## Task directions
Check each line of the listing below for the string "Guadalupe", and copy the ones that have it.

## Extracted information
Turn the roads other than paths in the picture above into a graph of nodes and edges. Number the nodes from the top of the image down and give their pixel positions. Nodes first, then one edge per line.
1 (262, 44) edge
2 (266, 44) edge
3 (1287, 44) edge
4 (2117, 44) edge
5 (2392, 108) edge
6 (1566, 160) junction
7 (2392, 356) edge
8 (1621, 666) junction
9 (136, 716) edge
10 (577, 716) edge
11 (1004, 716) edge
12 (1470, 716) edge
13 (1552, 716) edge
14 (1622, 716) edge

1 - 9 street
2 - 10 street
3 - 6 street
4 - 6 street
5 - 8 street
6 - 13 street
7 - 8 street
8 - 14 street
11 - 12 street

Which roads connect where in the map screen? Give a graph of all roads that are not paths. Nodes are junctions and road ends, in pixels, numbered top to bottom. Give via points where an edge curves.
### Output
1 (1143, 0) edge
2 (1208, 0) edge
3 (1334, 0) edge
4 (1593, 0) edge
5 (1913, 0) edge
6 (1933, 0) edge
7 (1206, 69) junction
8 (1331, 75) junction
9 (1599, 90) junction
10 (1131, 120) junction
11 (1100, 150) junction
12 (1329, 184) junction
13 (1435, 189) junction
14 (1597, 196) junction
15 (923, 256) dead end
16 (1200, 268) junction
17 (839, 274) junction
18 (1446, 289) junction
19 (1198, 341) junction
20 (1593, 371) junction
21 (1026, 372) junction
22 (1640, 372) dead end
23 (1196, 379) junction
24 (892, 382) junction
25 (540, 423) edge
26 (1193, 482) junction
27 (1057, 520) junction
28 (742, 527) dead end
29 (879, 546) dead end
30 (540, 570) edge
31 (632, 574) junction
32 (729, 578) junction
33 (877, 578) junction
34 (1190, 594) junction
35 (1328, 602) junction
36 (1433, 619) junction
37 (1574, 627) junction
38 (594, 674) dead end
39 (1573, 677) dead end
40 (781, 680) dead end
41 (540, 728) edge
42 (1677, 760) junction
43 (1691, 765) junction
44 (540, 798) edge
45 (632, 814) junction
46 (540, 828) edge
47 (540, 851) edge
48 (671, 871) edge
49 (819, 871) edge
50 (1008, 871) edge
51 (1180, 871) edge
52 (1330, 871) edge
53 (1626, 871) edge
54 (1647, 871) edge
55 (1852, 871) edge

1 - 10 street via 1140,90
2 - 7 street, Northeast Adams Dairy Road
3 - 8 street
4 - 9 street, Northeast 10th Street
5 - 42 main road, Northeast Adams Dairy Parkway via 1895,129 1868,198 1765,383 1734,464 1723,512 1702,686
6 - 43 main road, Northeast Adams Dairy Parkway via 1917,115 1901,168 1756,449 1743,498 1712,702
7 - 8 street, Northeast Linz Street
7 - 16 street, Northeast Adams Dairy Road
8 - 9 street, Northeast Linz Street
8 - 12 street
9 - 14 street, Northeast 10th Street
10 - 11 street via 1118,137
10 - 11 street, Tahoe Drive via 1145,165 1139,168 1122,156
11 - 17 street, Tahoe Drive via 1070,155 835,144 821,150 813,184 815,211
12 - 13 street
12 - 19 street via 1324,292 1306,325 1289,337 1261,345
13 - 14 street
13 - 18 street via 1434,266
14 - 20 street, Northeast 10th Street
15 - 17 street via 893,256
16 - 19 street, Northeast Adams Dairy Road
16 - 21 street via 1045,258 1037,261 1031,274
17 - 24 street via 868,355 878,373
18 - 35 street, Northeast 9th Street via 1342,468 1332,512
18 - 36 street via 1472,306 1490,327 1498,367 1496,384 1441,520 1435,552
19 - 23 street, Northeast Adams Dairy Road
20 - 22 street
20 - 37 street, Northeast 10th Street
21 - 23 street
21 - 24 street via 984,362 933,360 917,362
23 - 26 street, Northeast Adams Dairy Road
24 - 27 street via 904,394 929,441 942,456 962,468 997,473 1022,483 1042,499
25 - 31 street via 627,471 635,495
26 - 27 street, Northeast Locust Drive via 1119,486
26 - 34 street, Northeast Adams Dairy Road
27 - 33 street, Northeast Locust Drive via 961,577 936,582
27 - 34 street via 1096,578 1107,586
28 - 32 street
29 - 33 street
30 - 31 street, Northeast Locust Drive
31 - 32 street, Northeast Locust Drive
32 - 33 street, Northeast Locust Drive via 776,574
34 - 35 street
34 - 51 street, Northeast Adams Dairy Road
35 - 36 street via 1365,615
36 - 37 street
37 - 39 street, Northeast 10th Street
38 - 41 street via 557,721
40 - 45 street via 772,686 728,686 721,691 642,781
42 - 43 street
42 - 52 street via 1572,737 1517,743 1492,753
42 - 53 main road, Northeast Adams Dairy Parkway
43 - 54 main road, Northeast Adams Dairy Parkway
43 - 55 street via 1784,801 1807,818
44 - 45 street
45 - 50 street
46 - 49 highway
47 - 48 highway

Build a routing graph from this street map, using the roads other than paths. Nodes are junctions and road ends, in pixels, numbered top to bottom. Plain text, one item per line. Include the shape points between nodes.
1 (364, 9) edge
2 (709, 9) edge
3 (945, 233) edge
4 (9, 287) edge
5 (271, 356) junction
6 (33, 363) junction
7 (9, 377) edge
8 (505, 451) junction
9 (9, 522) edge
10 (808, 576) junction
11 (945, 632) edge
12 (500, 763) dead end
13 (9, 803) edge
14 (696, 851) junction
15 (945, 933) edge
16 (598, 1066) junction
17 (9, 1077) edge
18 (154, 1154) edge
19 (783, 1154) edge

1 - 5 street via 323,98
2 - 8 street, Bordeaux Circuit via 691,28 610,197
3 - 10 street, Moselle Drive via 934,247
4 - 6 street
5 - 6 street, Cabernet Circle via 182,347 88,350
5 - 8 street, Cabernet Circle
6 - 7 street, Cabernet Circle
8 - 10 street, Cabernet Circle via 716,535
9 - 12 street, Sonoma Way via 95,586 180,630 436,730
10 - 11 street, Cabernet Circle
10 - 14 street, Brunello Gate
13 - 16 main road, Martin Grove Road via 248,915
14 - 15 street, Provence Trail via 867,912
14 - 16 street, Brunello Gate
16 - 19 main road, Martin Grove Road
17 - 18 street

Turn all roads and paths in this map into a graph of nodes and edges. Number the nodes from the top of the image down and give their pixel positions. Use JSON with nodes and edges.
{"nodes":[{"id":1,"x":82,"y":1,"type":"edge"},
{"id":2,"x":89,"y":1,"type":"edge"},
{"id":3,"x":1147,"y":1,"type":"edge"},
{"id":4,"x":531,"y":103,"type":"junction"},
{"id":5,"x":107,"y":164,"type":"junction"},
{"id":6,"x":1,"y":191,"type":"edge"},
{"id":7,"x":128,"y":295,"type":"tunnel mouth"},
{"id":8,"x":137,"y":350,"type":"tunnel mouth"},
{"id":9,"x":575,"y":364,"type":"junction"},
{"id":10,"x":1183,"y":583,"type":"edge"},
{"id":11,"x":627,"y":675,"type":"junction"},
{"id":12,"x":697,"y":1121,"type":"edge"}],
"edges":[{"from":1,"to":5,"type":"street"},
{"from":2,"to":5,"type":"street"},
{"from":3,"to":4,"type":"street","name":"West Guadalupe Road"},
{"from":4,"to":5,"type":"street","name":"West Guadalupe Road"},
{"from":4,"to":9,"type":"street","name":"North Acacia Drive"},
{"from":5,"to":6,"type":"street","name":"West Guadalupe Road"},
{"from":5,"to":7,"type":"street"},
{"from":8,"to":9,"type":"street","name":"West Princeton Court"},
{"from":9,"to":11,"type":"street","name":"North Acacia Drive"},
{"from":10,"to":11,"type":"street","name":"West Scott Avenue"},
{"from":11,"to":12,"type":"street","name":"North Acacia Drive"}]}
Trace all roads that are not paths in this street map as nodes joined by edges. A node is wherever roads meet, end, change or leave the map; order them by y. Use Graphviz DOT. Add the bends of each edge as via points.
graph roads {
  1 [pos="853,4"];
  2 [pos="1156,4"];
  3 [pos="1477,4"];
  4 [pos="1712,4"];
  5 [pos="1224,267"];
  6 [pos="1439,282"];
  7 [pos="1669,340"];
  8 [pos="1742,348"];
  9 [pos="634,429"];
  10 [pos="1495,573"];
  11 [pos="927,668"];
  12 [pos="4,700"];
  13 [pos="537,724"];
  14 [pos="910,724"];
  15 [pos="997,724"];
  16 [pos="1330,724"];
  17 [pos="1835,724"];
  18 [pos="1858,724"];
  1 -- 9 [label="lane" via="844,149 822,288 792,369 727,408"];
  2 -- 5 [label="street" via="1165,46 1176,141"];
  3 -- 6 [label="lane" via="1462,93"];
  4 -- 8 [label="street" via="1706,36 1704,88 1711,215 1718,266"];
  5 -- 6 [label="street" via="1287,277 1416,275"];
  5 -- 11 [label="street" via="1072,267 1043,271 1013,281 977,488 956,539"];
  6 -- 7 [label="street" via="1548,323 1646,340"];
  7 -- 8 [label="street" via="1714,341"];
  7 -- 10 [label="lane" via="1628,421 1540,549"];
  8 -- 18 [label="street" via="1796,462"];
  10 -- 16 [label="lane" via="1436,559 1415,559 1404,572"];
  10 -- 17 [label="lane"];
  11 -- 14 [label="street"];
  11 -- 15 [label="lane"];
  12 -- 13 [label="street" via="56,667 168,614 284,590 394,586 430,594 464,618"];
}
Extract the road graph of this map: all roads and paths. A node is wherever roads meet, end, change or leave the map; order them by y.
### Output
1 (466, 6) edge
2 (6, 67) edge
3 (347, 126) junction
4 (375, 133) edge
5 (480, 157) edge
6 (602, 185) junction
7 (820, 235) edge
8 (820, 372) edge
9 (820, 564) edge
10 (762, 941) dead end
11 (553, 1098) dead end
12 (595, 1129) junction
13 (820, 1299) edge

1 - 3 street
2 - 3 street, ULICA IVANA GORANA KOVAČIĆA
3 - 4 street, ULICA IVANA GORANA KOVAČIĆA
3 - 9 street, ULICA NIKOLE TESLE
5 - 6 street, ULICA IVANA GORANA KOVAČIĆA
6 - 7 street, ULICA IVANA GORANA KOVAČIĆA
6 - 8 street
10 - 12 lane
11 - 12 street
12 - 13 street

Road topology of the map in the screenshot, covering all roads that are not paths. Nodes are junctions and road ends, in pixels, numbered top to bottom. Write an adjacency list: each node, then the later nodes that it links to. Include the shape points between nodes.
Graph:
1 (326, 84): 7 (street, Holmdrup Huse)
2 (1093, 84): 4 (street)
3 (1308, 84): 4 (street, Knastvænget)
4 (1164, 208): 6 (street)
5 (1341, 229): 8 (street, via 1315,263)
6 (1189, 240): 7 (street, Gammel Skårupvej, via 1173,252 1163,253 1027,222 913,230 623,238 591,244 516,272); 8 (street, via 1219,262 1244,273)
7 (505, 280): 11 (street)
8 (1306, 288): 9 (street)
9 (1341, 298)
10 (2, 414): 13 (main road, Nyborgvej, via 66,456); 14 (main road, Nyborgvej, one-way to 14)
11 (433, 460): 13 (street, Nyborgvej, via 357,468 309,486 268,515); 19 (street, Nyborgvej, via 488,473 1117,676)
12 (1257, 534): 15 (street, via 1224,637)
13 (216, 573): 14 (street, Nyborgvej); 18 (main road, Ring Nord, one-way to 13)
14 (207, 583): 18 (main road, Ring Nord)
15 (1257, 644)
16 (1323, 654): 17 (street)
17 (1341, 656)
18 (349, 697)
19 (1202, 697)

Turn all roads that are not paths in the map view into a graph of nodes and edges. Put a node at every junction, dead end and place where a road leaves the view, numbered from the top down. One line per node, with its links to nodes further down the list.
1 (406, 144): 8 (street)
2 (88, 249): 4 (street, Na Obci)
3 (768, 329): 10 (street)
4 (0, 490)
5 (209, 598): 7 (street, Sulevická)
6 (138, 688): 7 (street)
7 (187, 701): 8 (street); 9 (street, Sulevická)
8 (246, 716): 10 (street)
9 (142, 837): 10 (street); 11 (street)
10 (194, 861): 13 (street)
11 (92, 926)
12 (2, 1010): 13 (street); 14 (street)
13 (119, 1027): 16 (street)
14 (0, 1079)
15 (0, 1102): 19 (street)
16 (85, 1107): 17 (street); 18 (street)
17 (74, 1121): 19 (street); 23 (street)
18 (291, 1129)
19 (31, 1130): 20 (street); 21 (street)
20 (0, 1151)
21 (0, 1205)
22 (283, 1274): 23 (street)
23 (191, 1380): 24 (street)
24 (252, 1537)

## Solution below
{"from":3,"to":4,"type":"street","name":"West Guadalupe Road"},
{"from":4,"to":5,"type":"street","name":"West Guadalupe Road"},
{"from":5,"to":6,"type":"street","name":"West Guadalupe Road"},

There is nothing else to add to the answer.